WORK TO BE COMPLETED
Leave the pictures aside. Retype exactly the lines from the top of the data below through the one holding "Turn all roads".

[Stored data entries]
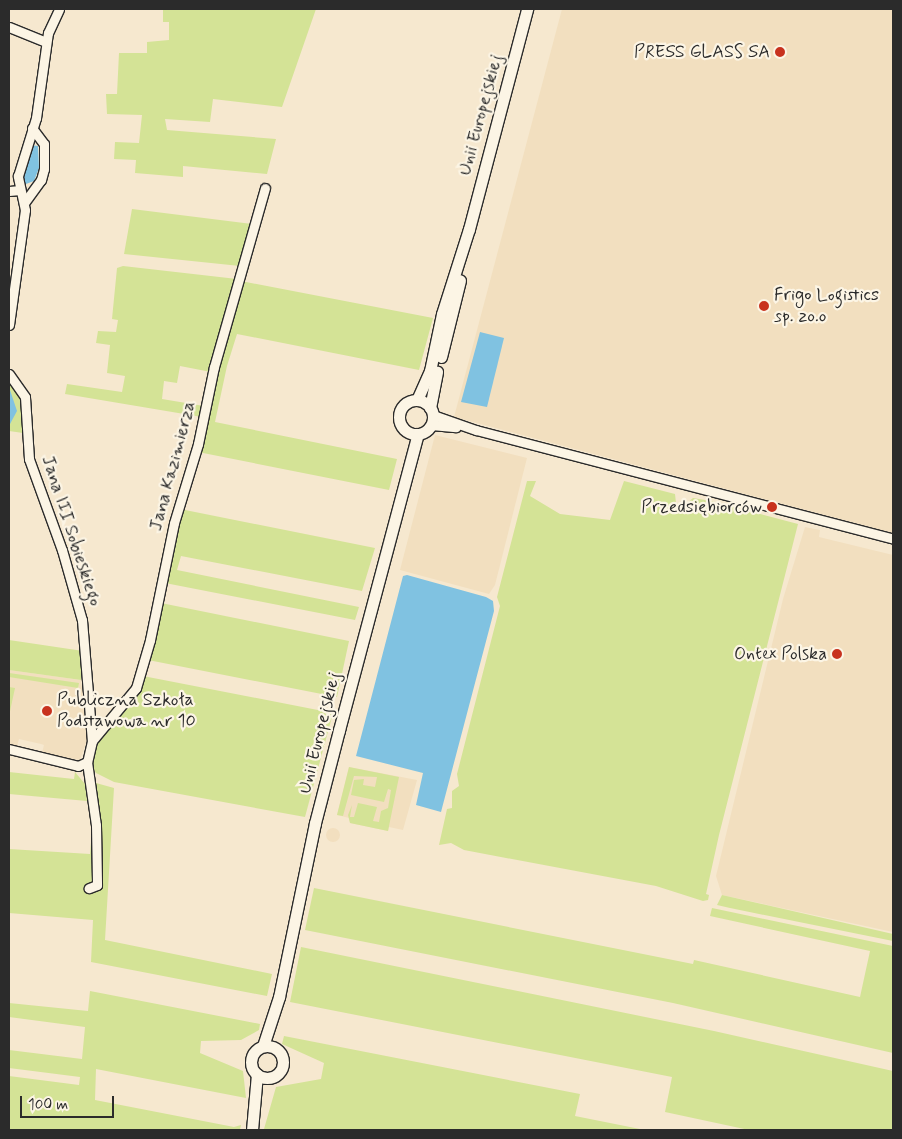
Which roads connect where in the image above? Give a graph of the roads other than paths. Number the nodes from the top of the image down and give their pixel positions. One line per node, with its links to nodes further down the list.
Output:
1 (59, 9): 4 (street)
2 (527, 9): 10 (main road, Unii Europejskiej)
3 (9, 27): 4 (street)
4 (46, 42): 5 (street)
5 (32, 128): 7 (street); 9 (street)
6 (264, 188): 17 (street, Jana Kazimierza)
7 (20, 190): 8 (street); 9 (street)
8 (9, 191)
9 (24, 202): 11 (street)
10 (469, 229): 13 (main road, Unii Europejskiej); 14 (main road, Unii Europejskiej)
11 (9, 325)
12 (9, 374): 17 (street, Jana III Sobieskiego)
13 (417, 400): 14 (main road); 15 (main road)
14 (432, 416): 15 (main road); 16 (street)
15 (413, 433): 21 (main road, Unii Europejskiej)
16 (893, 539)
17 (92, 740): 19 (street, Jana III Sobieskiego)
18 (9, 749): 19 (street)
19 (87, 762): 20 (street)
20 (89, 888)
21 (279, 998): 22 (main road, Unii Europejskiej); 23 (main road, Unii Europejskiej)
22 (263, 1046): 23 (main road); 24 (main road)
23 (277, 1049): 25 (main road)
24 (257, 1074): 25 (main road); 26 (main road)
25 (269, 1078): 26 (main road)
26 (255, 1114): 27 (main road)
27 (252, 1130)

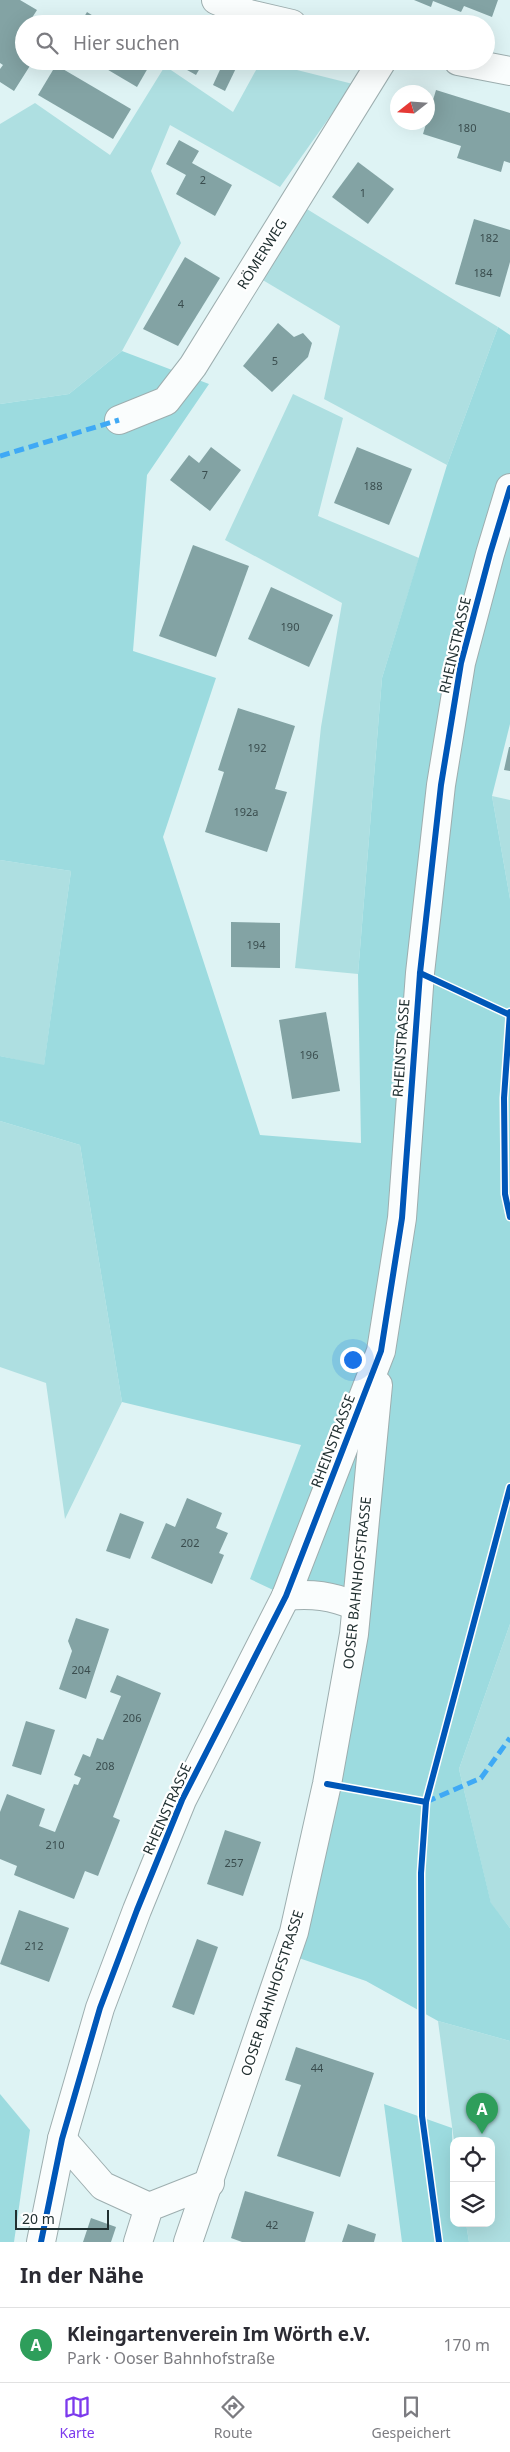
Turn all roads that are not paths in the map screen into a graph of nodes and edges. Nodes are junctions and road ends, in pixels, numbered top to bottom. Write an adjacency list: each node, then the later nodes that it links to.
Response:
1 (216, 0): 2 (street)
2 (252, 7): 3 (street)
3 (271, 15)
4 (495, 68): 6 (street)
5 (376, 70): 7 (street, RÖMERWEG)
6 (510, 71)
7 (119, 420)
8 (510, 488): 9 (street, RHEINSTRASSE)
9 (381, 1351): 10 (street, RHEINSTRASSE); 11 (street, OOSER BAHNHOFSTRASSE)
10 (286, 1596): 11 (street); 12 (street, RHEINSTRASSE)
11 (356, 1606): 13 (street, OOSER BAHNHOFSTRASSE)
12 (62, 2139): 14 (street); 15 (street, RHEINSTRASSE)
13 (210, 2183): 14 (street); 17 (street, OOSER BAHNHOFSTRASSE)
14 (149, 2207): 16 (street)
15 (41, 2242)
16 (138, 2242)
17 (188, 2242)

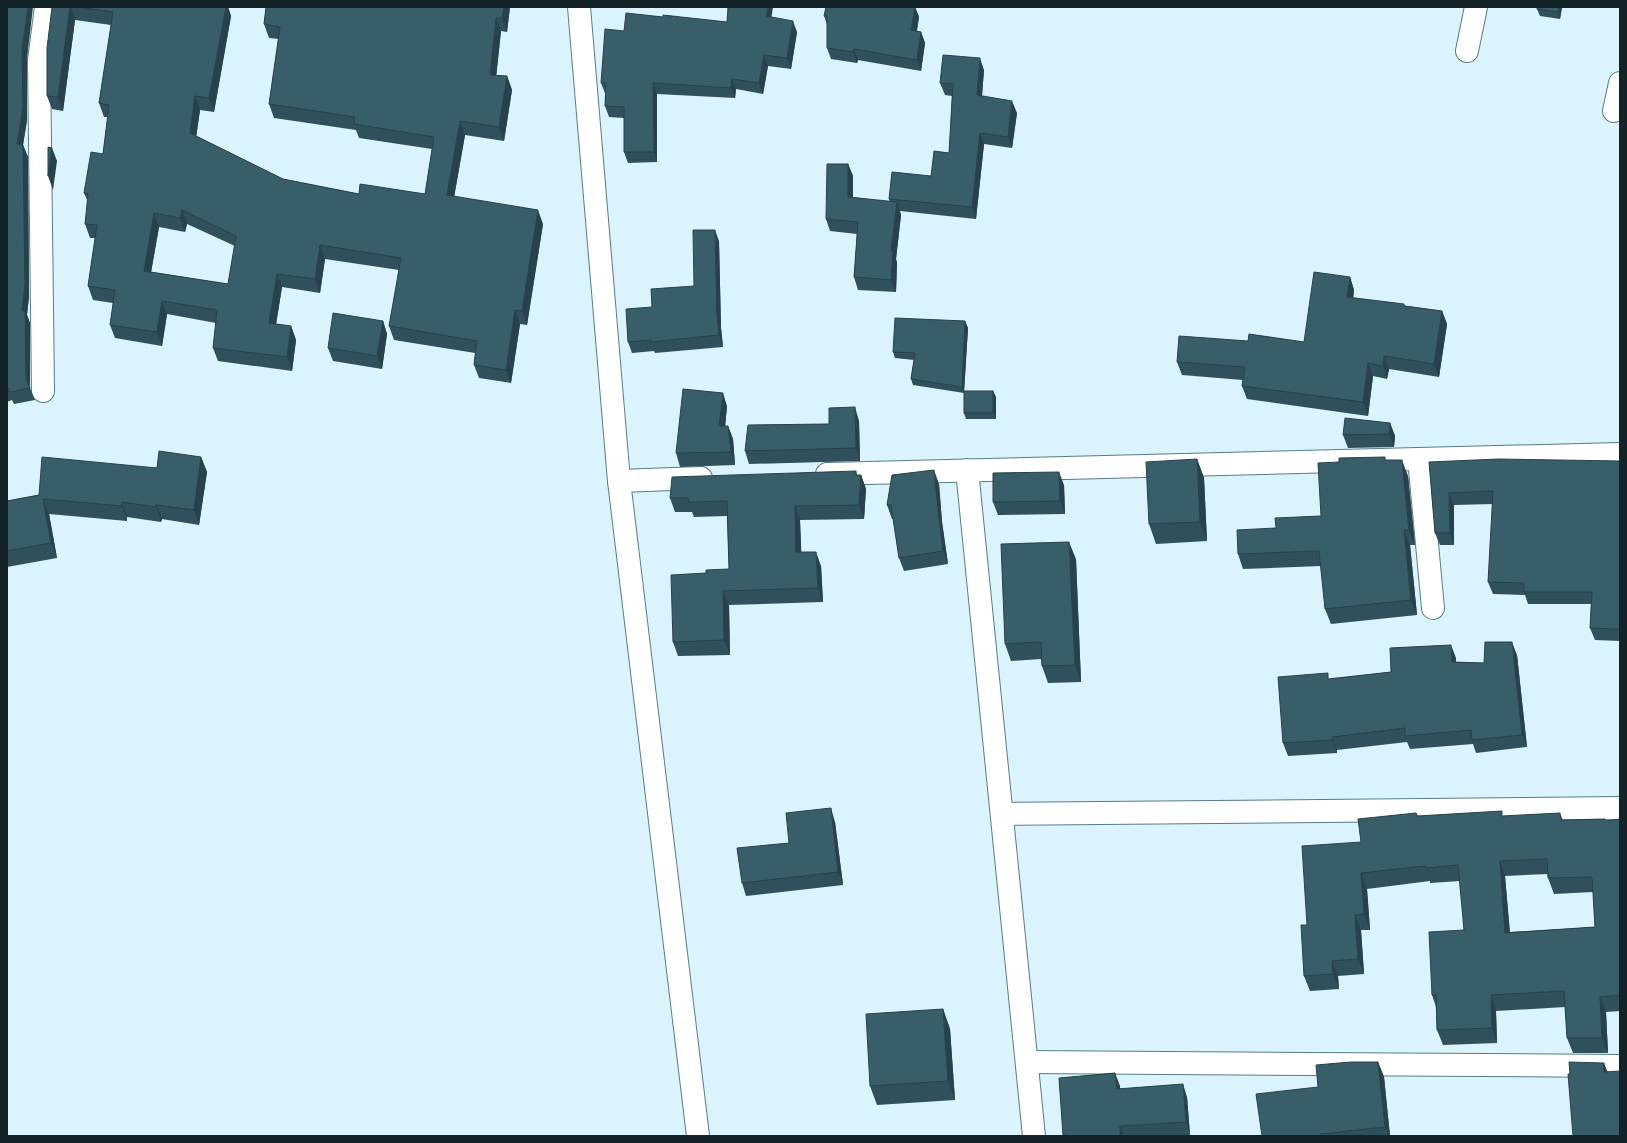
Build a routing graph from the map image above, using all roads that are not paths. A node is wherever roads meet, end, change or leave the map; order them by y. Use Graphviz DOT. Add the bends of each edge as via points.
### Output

RESULT FOR THIS TASK
Which roads connect where in the image above? Give a graph of the roads other than paths. Number the nodes from the top of the image down and give their pixel positions. One line per node, with its links to nodes further down the list.
Output:
1 (59, 9): 4 (street)
2 (527, 9): 10 (main road, Unii Europejskiej)
3 (9, 27): 4 (street)
4 (46, 42): 5 (street)
5 (32, 128): 7 (street); 9 (street)
6 (264, 188): 17 (street, Jana Kazimierza)
7 (20, 190): 8 (street); 9 (street)
8 (9, 191)
9 (24, 202): 11 (street)
10 (469, 229): 13 (main road, Unii Europejskiej); 14 (main road, Unii Europejskiej)
11 (9, 325)
12 (9, 374): 17 (street, Jana III Sobieskiego)
13 (417, 400): 14 (main road); 15 (main road)
14 (432, 416): 15 (main road); 16 (street)
15 (413, 433): 21 (main road, Unii Europejskiej)
16 (893, 539)
17 (92, 740): 19 (street, Jana III Sobieskiego)
18 (9, 749): 19 (street)
19 (87, 762): 20 (street)
20 (89, 888)
21 (279, 998): 22 (main road, Unii Europejskiej); 23 (main road, Unii Europejskiej)
22 (263, 1046): 23 (main road); 24 (main road)
23 (277, 1049): 25 (main road)
24 (257, 1074): 25 (main road); 26 (main road)
25 (269, 1078): 26 (main road)
26 (255, 1114): 27 (main road)
27 (252, 1130)

Turn all roads that are not paths in the map screen into a graph of nodes and edges. Nodes are junctions and road ends, in pixels, numbered top to bottom. Write an adjacency list: each node, then the later nodes that it links to.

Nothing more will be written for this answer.